The above resolves were entered into upon a discovery of a late importation of dutiable tea (in the brigantine Geddes of this port) for some of the neighbouring counties. Further measures are in contemplation, in consequence of a late and very alarming act of parliament.

“The alarming Act of parliament” was likely the Boston Port Bill of March 1774. In response to the December 1773 Boston Tea Party, the British had closed Boston’s harbor until its residents paid the tea tax and reimbursed the East India Company for its spoiled goods. This would have had a significant impact on Chestertown’s merchants who traded with New England.

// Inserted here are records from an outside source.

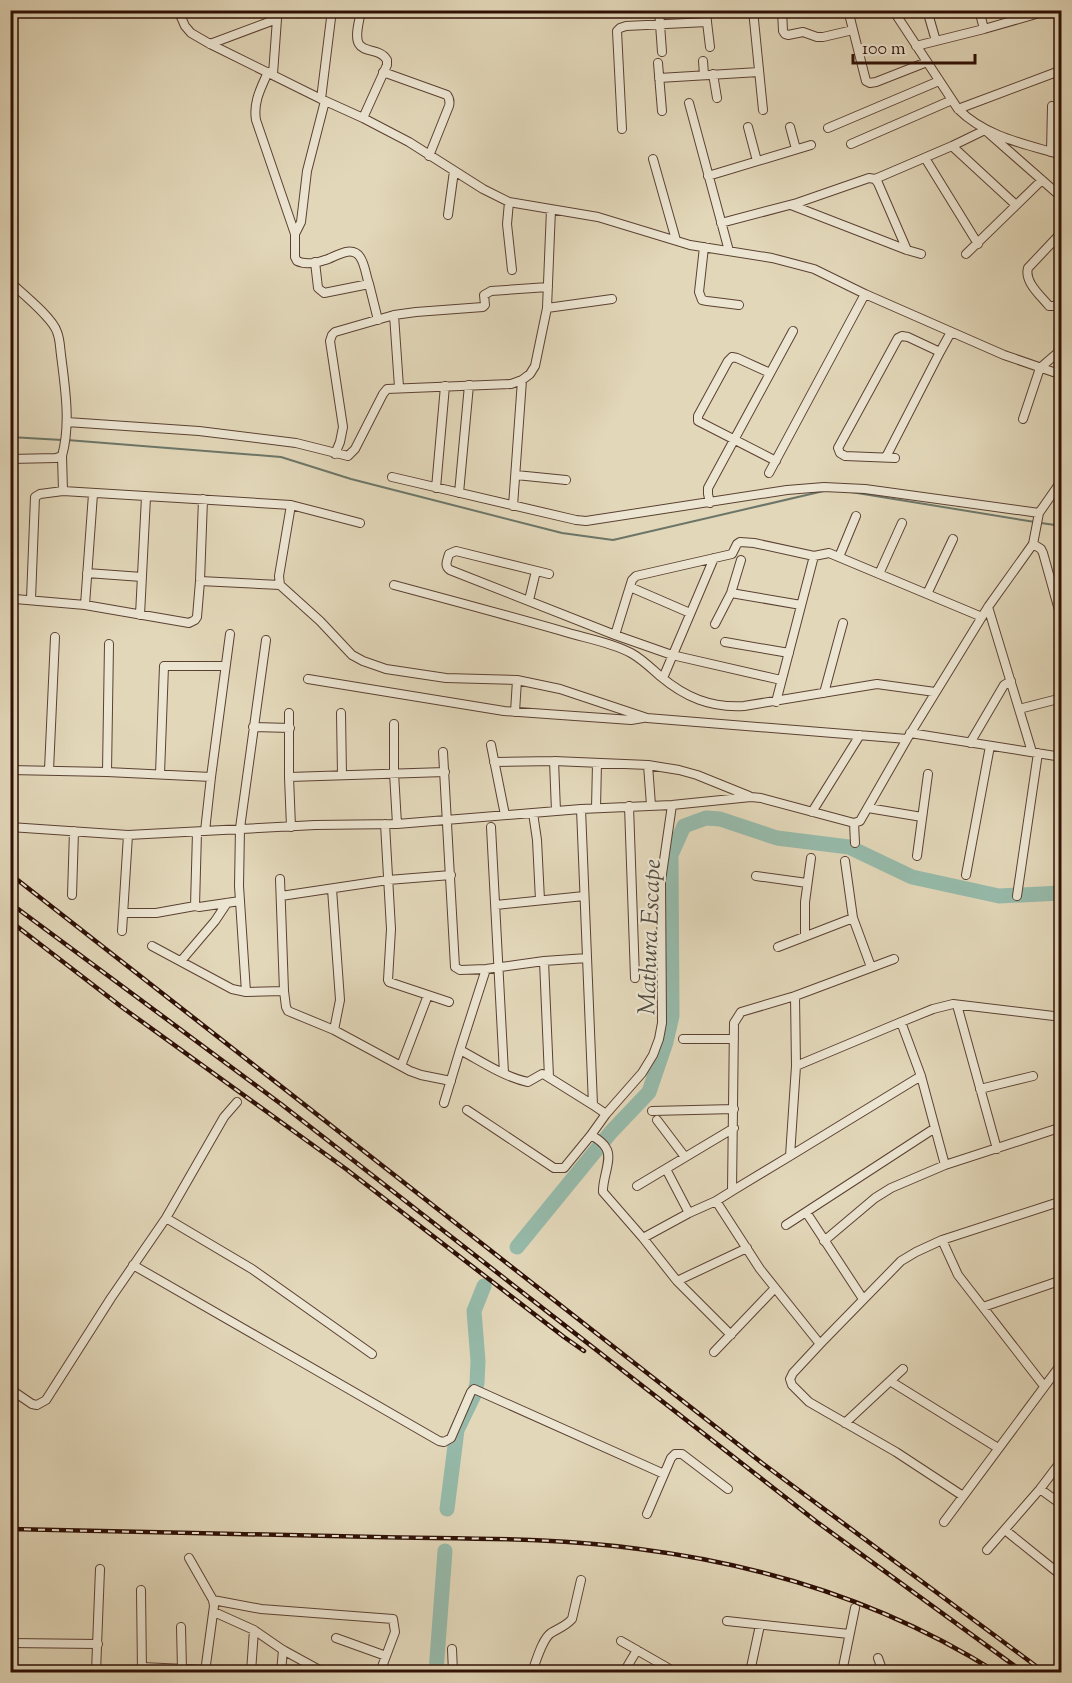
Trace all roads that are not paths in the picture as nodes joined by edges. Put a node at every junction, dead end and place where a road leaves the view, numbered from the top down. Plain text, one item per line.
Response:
1 (178, 10) edge
2 (332, 10) edge
3 (362, 10) edge
4 (659, 10) edge
5 (706, 10) edge
6 (753, 10) edge
7 (782, 10) edge
8 (848, 10) edge
9 (893, 10) edge
10 (927, 10) edge
11 (979, 10) edge
12 (1050, 10) edge
13 (277, 15) edge
14 (707, 22) junction
15 (660, 24) junction
16 (984, 29) junction
17 (853, 30) junction
18 (936, 41) junction
19 (210, 44) junction
20 (916, 46) junction
21 (710, 47) dead end
22 (662, 52) dead end
23 (703, 61) dead end
24 (927, 62) junction
25 (658, 63) dead end
26 (1062, 70) edge
27 (383, 72) junction
28 (759, 72) junction
29 (270, 73) junction
30 (713, 74) junction
31 (704, 75) junction
32 (659, 78) junction
33 (939, 81) junction
34 (717, 98) dead end
35 (323, 100) junction
36 (952, 100) junction
37 (689, 103) dead end
38 (1052, 106) dead end
39 (958, 109) junction
40 (762, 110) dead end
41 (662, 111) dead end
42 (363, 118) junction
43 (748, 126) dead end
44 (790, 127) dead end
45 (828, 128) dead end
46 (622, 129) dead end
47 (985, 130) junction
48 (851, 144) dead end
49 (811, 145) dead end
50 (952, 146) junction
51 (796, 149) junction
52 (1051, 152) junction
53 (1062, 155) edge
54 (429, 156) junction
55 (925, 158) junction
56 (653, 159) dead end
57 (757, 161) junction
58 (454, 171) junction
59 (708, 176) junction
60 (875, 178) junction
61 (1042, 180) junction
62 (1059, 195) dead end
63 (509, 202) junction
64 (791, 205) junction
65 (1016, 205) junction
66 (551, 209) junction
67 (448, 216) dead end
68 (721, 223) junction
69 (1062, 232) edge
70 (295, 234) junction
71 (676, 240) junction
72 (978, 244) junction
73 (704, 247) junction
74 (907, 250) junction
75 (729, 251) junction
76 (921, 254) dead end
77 (966, 254) dead end
78 (315, 262) junction
79 (512, 270) dead end
80 (10, 282) edge
81 (369, 284) junction
82 (548, 287) junction
83 (865, 294) junction
84 (612, 299) dead end
85 (1062, 300) edge
86 (739, 305) dead end
87 (547, 309) junction
88 (394, 315) junction
89 (378, 320) junction
90 (793, 331) dead end
91 (951, 332) junction
92 (1062, 349) edge
93 (940, 352) junction
94 (1040, 368) junction
95 (770, 373) junction
96 (1062, 375) edge
97 (522, 380) junction
98 (469, 385) junction
99 (445, 386) junction
100 (399, 387) junction
101 (1023, 419) dead end
102 (67, 422) junction
103 (734, 439) junction
104 (63, 452) junction
105 (335, 454) junction
106 (886, 458) junction
107 (895, 458) dead end
108 (10, 459) edge
109 (776, 461) junction
110 (769, 473) dead end
111 (516, 475) junction
112 (392, 477) dead end
113 (566, 480) dead end
114 (1062, 480) edge
115 (436, 488) junction
116 (63, 491) junction
117 (459, 493) junction
118 (93, 494) junction
119 (146, 497) junction
120 (203, 499) junction
121 (710, 502) junction
122 (291, 505) junction
123 (513, 506) junction
124 (1038, 515) junction
125 (856, 516) dead end
126 (360, 523) dead end
127 (902, 523) dead end
128 (953, 539) dead end
129 (1034, 540) junction
130 (814, 556) junction
131 (838, 557) junction
132 (714, 558) junction
133 (741, 560) dead end
134 (536, 571) junction
135 (87, 573) junction
136 (549, 574) dead end
137 (879, 574) junction
138 (142, 577) junction
139 (200, 581) junction
140 (280, 585) junction
141 (394, 585) dead end
142 (630, 587) junction
143 (731, 593) junction
144 (927, 594) junction
145 (15, 599) dead end
146 (32, 599) junction
147 (529, 600) junction
148 (84, 605) junction
149 (801, 605) junction
150 (988, 607) junction
151 (690, 613) junction
152 (140, 615) junction
153 (982, 617) junction
154 (1062, 621) edge
155 (843, 623) dead end
156 (715, 624) dead end
157 (230, 634) dead end
158 (615, 635) junction
159 (55, 637) dead end
160 (266, 640) dead end
161 (725, 642) dead end
162 (109, 644) dead end
163 (789, 653) junction
164 (672, 656) junction
165 (225, 666) junction
166 (663, 678) junction
167 (308, 679) dead end
168 (517, 680) junction
169 (782, 680) junction
170 (1011, 681) junction
171 (936, 692) junction
172 (824, 693) junction
173 (1062, 698) edge
174 (776, 702) junction
175 (1019, 709) junction
176 (515, 712) junction
177 (341, 713) dead end
178 (289, 714) dead end
179 (647, 718) junction
180 (393, 724) dead end
181 (253, 727) junction
182 (290, 728) junction
183 (860, 735) junction
184 (908, 736) junction
185 (970, 742) junction
186 (491, 745) dead end
187 (990, 746) junction
188 (443, 752) dead end
189 (1035, 753) junction
190 (1062, 757) edge
191 (554, 761) junction
192 (494, 762) junction
193 (597, 763) junction
194 (648, 765) junction
195 (10, 770) edge
196 (50, 770) junction
197 (107, 772) junction
198 (445, 772) junction
199 (394, 773) junction
200 (160, 774) junction
201 (928, 774) dead end
202 (342, 775) junction
203 (211, 777) junction
204 (289, 777) junction
205 (751, 797) junction
206 (651, 805) junction
207 (672, 805) junction
208 (629, 806) junction
209 (596, 808) junction
210 (868, 808) junction
211 (581, 809) junction
212 (556, 811) junction
213 (812, 812) junction
214 (533, 813) junction
215 (505, 815) junction
216 (922, 817) junction
217 (448, 819) junction
218 (855, 823) junction
219 (385, 824) junction
220 (397, 824) junction
221 (10, 827) edge
222 (291, 827) junction
223 (491, 827) dead end
224 (240, 828) junction
225 (74, 831) junction
226 (201, 832) junction
227 (128, 835) junction
228 (855, 843) dead end
229 (917, 856) dead end
230 (811, 858) dead end
231 (845, 861) dead end
232 (451, 875) junction
233 (966, 875) dead end
234 (756, 876) dead end
235 (280, 879) dead end
236 (388, 880) junction
237 (807, 883) junction
238 (332, 889) junction
239 (72, 896) dead end
240 (281, 896) junction
241 (584, 896) junction
242 (1017, 896) dead end
243 (540, 900) junction
244 (240, 901) junction
245 (227, 903) junction
246 (496, 904) junction
247 (195, 906) junction
248 (124, 914) junction
249 (853, 918) junction
250 (122, 931) dead end
251 (805, 936) junction
252 (152, 946) dead end
253 (778, 947) dead end
254 (587, 958) junction
255 (894, 958) dead end
256 (544, 961) junction
257 (181, 962) junction
258 (871, 967) junction
259 (499, 968) junction
260 (486, 969) junction
261 (635, 978) dead end
262 (284, 991) junction
263 (246, 992) junction
264 (428, 995) junction
265 (795, 996) junction
266 (449, 1002) dead end
267 (957, 1005) junction
268 (1062, 1017) edge
269 (901, 1022) junction
270 (334, 1030) junction
271 (683, 1039) dead end
272 (734, 1039) junction
273 (460, 1050) junction
274 (401, 1066) junction
275 (796, 1066) junction
276 (504, 1073) junction
277 (921, 1076) junction
278 (1034, 1076) dead end
279 (549, 1077) junction
280 (451, 1081) junction
281 (980, 1089) junction
282 (237, 1102) dead end
283 (444, 1103) dead end
284 (593, 1105) junction
285 (734, 1109) junction
286 (467, 1110) dead end
287 (652, 1111) dead end
288 (606, 1114) junction
289 (657, 1120) dead end
290 (1062, 1127) edge
291 (734, 1128) junction
292 (935, 1128) junction
293 (593, 1136) junction
294 (996, 1149) junction
295 (790, 1156) junction
296 (685, 1157) junction
297 (945, 1165) junction
298 (666, 1168) junction
299 (637, 1186) dead end
300 (732, 1191) junction
301 (716, 1201) junction
302 (1062, 1201) edge
303 (806, 1212) junction
304 (689, 1213) junction
305 (166, 1218) junction
306 (786, 1225) dead end
307 (643, 1238) junction
308 (942, 1240) junction
309 (824, 1241) junction
310 (747, 1248) junction
311 (133, 1265) junction
312 (1062, 1280) edge
313 (677, 1281) junction
314 (775, 1288) junction
315 (863, 1299) junction
316 (983, 1307) junction
317 (731, 1335) junction
318 (820, 1344) junction
319 (714, 1352) dead end
320 (372, 1354) dead end
321 (1062, 1363) edge
322 (903, 1369) dead end
323 (890, 1381) junction
324 (1044, 1386) junction
325 (10, 1389) edge
326 (845, 1423) junction
327 (998, 1448) junction
328 (1062, 1460) edge
329 (664, 1474) junction
330 (728, 1489) dead end
331 (1040, 1489) junction
332 (963, 1496) junction
333 (1062, 1505) edge
334 (647, 1514) dead end
335 (944, 1522) dead end
336 (1005, 1530) junction
337 (987, 1550) dead end
338 (189, 1558) dead end
339 (100, 1569) dead end
340 (1061, 1574) edge
341 (581, 1580) dead end
342 (141, 1590) dead end
343 (213, 1600) junction
344 (855, 1608) dead end
345 (214, 1612) junction
346 (727, 1621) dead end
347 (760, 1625) junction
348 (181, 1628) dead end
349 (254, 1630) junction
350 (849, 1634) junction
351 (336, 1638) dead end
352 (621, 1641) dead end
353 (10, 1643) edge
354 (98, 1644) junction
355 (452, 1649) dead end
356 (283, 1650) junction
357 (637, 1650) junction
358 (386, 1656) junction
359 (878, 1658) dead end
360 (142, 1670) edge
361 (182, 1670) junction
362 (205, 1671) edge
363 (318, 1671) edge
364 (96, 1672) edge
365 (251, 1672) edge
366 (280, 1672) edge
367 (380, 1672) edge
368 (453, 1672) edge
369 (532, 1672) edge
370 (624, 1672) edge
371 (675, 1672) edge
372 (750, 1672) edge
373 (842, 1672) edge
374 (883, 1672) edge

1 - 19 street
2 - 35 street
3 - 27 street
4 - 15 street
5 - 14 street
6 - 28 street
7 - 17 street
8 - 17 street
9 - 20 street
10 - 18 street
11 - 16 street
12 - 16 street
13 - 19 street
13 - 29 street
14 - 15 street
14 - 21 street
15 - 22 street
15 - 46 street
16 - 18 street
17 - 24 street
18 - 20 street
19 - 29 street
20 - 24 street
23 - 31 street
24 - 33 street
25 - 32 street
26 - 39 street
27 - 42 street
27 - 54 street
28 - 30 street
28 - 40 street
29 - 35 street
29 - 70 street
30 - 31 street
30 - 34 street
31 - 32 street
32 - 41 street
33 - 36 street
33 - 45 street
35 - 42 street
35 - 70 street
36 - 39 street
36 - 48 street
37 - 59 street
38 - 52 street
39 - 47 street
42 - 54 street
43 - 57 street
44 - 51 street
47 - 50 street
47 - 52 street
47 - 61 street
49 - 51 street
50 - 55 street
50 - 65 street
51 - 57 street
52 - 53 street
54 - 58 street
55 - 60 street
55 - 72 street
56 - 71 street
57 - 59 street
58 - 63 street
58 - 67 street
59 - 68 street
60 - 64 street
60 - 74 street
61 - 62 street
61 - 65 street
63 - 66 street
63 - 79 street
64 - 68 street
64 - 74 street
65 - 72 street
66 - 71 street
66 - 82 street
68 - 75 street
69 - 85 street
70 - 78 street
71 - 73 street
72 - 77 street
73 - 75 street
73 - 86 street
74 - 76 street
75 - 83 street
78 - 81 street
78 - 81 street
80 - 102 street
81 - 89 street
82 - 87 street
82 - 88 street
83 - 91 street
83 - 109 street
84 - 87 street
87 - 97 street
88 - 89 street
88 - 100 street
89 - 105 street
90 - 95 street
91 - 93 street
91 - 94 street
92 - 94 street
93 - 106 street
93 - 106 street
94 - 96 street
94 - 101 street
95 - 103 street
95 - 103 street
97 - 98 street
97 - 111 street
98 - 99 street
98 - 117 street
99 - 100 street
99 - 115 street
100 - 105 street
102 - 104 street
102 - 105 street
103 - 109 street
103 - 121 street
104 - 108 street
104 - 116 street
106 - 107 street
109 - 110 street
111 - 113 street
111 - 123 street
112 - 115 street
114 - 124 street
115 - 117 street
116 - 118 street
116 - 146 street
117 - 123 street
118 - 119 street
118 - 135 street
119 - 120 street
119 - 138 street
120 - 122 street
120 - 139 street
121 - 123 street
121 - 124 street
122 - 126 street
122 - 140 street
124 - 129 street
125 - 131 street
127 - 137 street
128 - 144 street
129 - 150 street
129 - 154 street
130 - 131 street
130 - 132 street
130 - 149 street
131 - 137 street
132 - 142 street
132 - 151 street
133 - 143 street
134 - 136 street
134 - 147 street
134 - 147 street
135 - 138 street
135 - 148 street
137 - 144 street
138 - 152 street
139 - 140 street
139 - 152 street
140 - 168 street
141 - 166 street
142 - 151 street
142 - 158 street
143 - 149 street
143 - 156 street
144 - 153 street
145 - 146 street
146 - 148 street
147 - 158 street
148 - 152 street
149 - 163 street
150 - 153 street
150 - 170 street
151 - 164 street
153 - 171 street
155 - 172 street
157 - 165 street
158 - 164 street
159 - 196 street
160 - 181 street
161 - 163 street
162 - 197 street
163 - 169 street
164 - 166 street
164 - 169 street
165 - 200 street
165 - 203 street
166 - 174 street
167 - 176 street
168 - 176 street
168 - 179 street
169 - 174 street
170 - 175 street
170 - 185 street
171 - 172 street
171 - 184 street
172 - 174 street
173 - 175 street
175 - 189 street
176 - 179 street
177 - 202 street
178 - 182 street
179 - 183 street
180 - 199 street
181 - 182 street
181 - 224 street
182 - 204 street
183 - 184 street
183 - 213 street
184 - 185 street
184 - 210 street
185 - 187 street
186 - 192 street
187 - 189 street
187 - 233 street
188 - 198 street
189 - 190 street
189 - 242 street
191 - 192 street
191 - 193 street
191 - 212 street
192 - 215 street
193 - 194 street
193 - 209 street
194 - 205 street
194 - 206 street
195 - 196 street
196 - 197 street
197 - 200 street
198 - 199 street
198 - 217 street
199 - 202 street
199 - 220 street
200 - 203 street
201 - 216 street
202 - 204 street
203 - 226 street
204 - 222 street
205 - 207 street
205 - 213 street
206 - 207 street
206 - 208 street
207 - 288 street
208 - 209 street
208 - 261 street
209 - 211 street
210 - 216 street
210 - 218 street
211 - 212 street
211 - 241 street
212 - 214 street
213 - 218 street
214 - 215 street
214 - 243 street
215 - 217 street
216 - 229 street
217 - 220 street
217 - 232 street
218 - 228 street
219 - 220 street
219 - 222 street
219 - 236 street
221 - 225 street
222 - 224 street
223 - 246 street
224 - 226 street
224 - 244 street
225 - 227 street
225 - 239 street
226 - 227 street
226 - 247 street
227 - 248 street
230 - 237 street
231 - 249 street
232 - 236 street
232 - 260 street
234 - 237 street
235 - 240 street
236 - 238 street
236 - 264 street
237 - 251 street
238 - 240 street
238 - 270 street
240 - 262 street
241 - 243 street
241 - 254 street
243 - 246 street
244 - 245 street
244 - 263 street
245 - 247 street
245 - 257 street
246 - 259 street
247 - 248 street
248 - 250 street
249 - 251 street
249 - 258 street
251 - 253 street
252 - 257 street
254 - 256 street
254 - 284 street
255 - 258 street
256 - 259 street
256 - 279 street
257 - 263 street
258 - 265 street
259 - 260 street
259 - 276 street
260 - 273 street
262 - 263 street
262 - 270 street
264 - 266 street
264 - 274 street
265 - 272 street
265 - 275 street
267 - 268 street
267 - 269 street
267 - 281 street
269 - 275 street
269 - 277 street
270 - 274 street
271 - 272 street
272 - 285 street
273 - 276 street
273 - 280 street
274 - 280 street
275 - 295 street
276 - 279 street
277 - 292 street
277 - 295 street
278 - 281 street
279 - 284 street
280 - 283 street
281 - 294 street
282 - 305 street
284 - 288 street
285 - 287 street
285 - 291 street
286 - 293 street
288 - 293 street
289 - 296 street
290 - 294 street
291 - 296 street
291 - 300 street
292 - 297 street
292 - 303 street
293 - 307 street
294 - 297 street
295 - 300 street
296 - 298 street
297 - 309 street
298 - 299 street
298 - 304 street
300 - 301 street
301 - 304 street
301 - 310 street
302 - 308 street
303 - 306 street
303 - 309 street
304 - 307 street
305 - 311 street
305 - 320 street
307 - 313 street
308 - 315 street
308 - 316 street
309 - 315 street
310 - 313 street
310 - 314 street
311 - 325 street
311 - 329 street
312 - 316 street
313 - 317 street
314 - 317 street
314 - 318 street
315 - 318 street
316 - 324 street
317 - 319 street
318 - 326 street
321 - 324 street
322 - 323 street
323 - 326 street
323 - 327 street
324 - 327 street
326 - 332 street
327 - 332 street
328 - 331 street
329 - 330 street
329 - 334 street
331 - 333 street
331 - 336 street
332 - 335 street
336 - 337 street
336 - 340 street
338 - 343 street
339 - 354 street
341 - 369 street
342 - 360 street
343 - 345 street
343 - 358 street
344 - 350 street
345 - 349 street
345 - 362 street
346 - 347 street
347 - 350 street
347 - 372 street
348 - 361 street
349 - 356 street
349 - 365 street
350 - 373 street
351 - 358 street
352 - 357 street
353 - 354 street
354 - 364 street
355 - 368 street
356 - 363 street
356 - 366 street
357 - 370 street
357 - 371 street
358 - 367 street
359 - 374 street
360 - 361 street
361 - 362 street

The brigantine Geddes was a locally built ship owned by William Geddes, Custom Inspector and local merchant. She had arrived from London on May 7. Her cargo was owned by James Nicolson, one of the signers of the Chestertown Resolves.

“Further measures are in contemplation” likely referred to the establishment of a Committee of Correspondence, with Thomas Smyth as Chairman and Thomas Ringgold and James Nicholson among its members. Their mission was to share information with similar committees throughout the colonies, and work toward the repeal of the despised parliamentary acts. In June, the Chestertown Committee proposed to “offer a subscription for the poor inhabitants…(of Boston) who may be distressed by the stagnation of business.” Samuel Adams replied, “We cannot but applaud the spirit and determined virtue of the Town of Chester…(which) bodes well for the liberties of America.”

Legend has a band of citizens marching down the street to board Geddes and dump the tea into the Chester River on May 23. No documentation has been uncovered to definitively support this, although it is possible that there was a ceremonial dumping of the tea. On May 24, 1774, Geddes sailed to Madeira.

Kent Supplies the War Effort

The Delmarva Peninsula supplied as much as one-fifth of the wheat and flour and one-half of the corn received in Philadelphia in 1774. Wheat shipments from the Chester River district equaled those of the entire western shore above Annapolis, and Chestertown alone exported two and one-half times more wheat than what was produced on the rest of the Eastern Shore. The Continental Army made heavy demands on Maryland farmers for ships, boats and wagons to transport men and supplies.

Each county additionally was responsible for organizing and outfitting militia companies to protect against invasion and to support the Continental Army. The Council of Safety feared that an attack would take place before they were fully prepared and that communication via the Chesapeake Bay between the Eastern and Western Shores might be cut off. As a member of the Committee of Observation, Thomas Smyth spent considerable time contracting with local suppliers for the militia.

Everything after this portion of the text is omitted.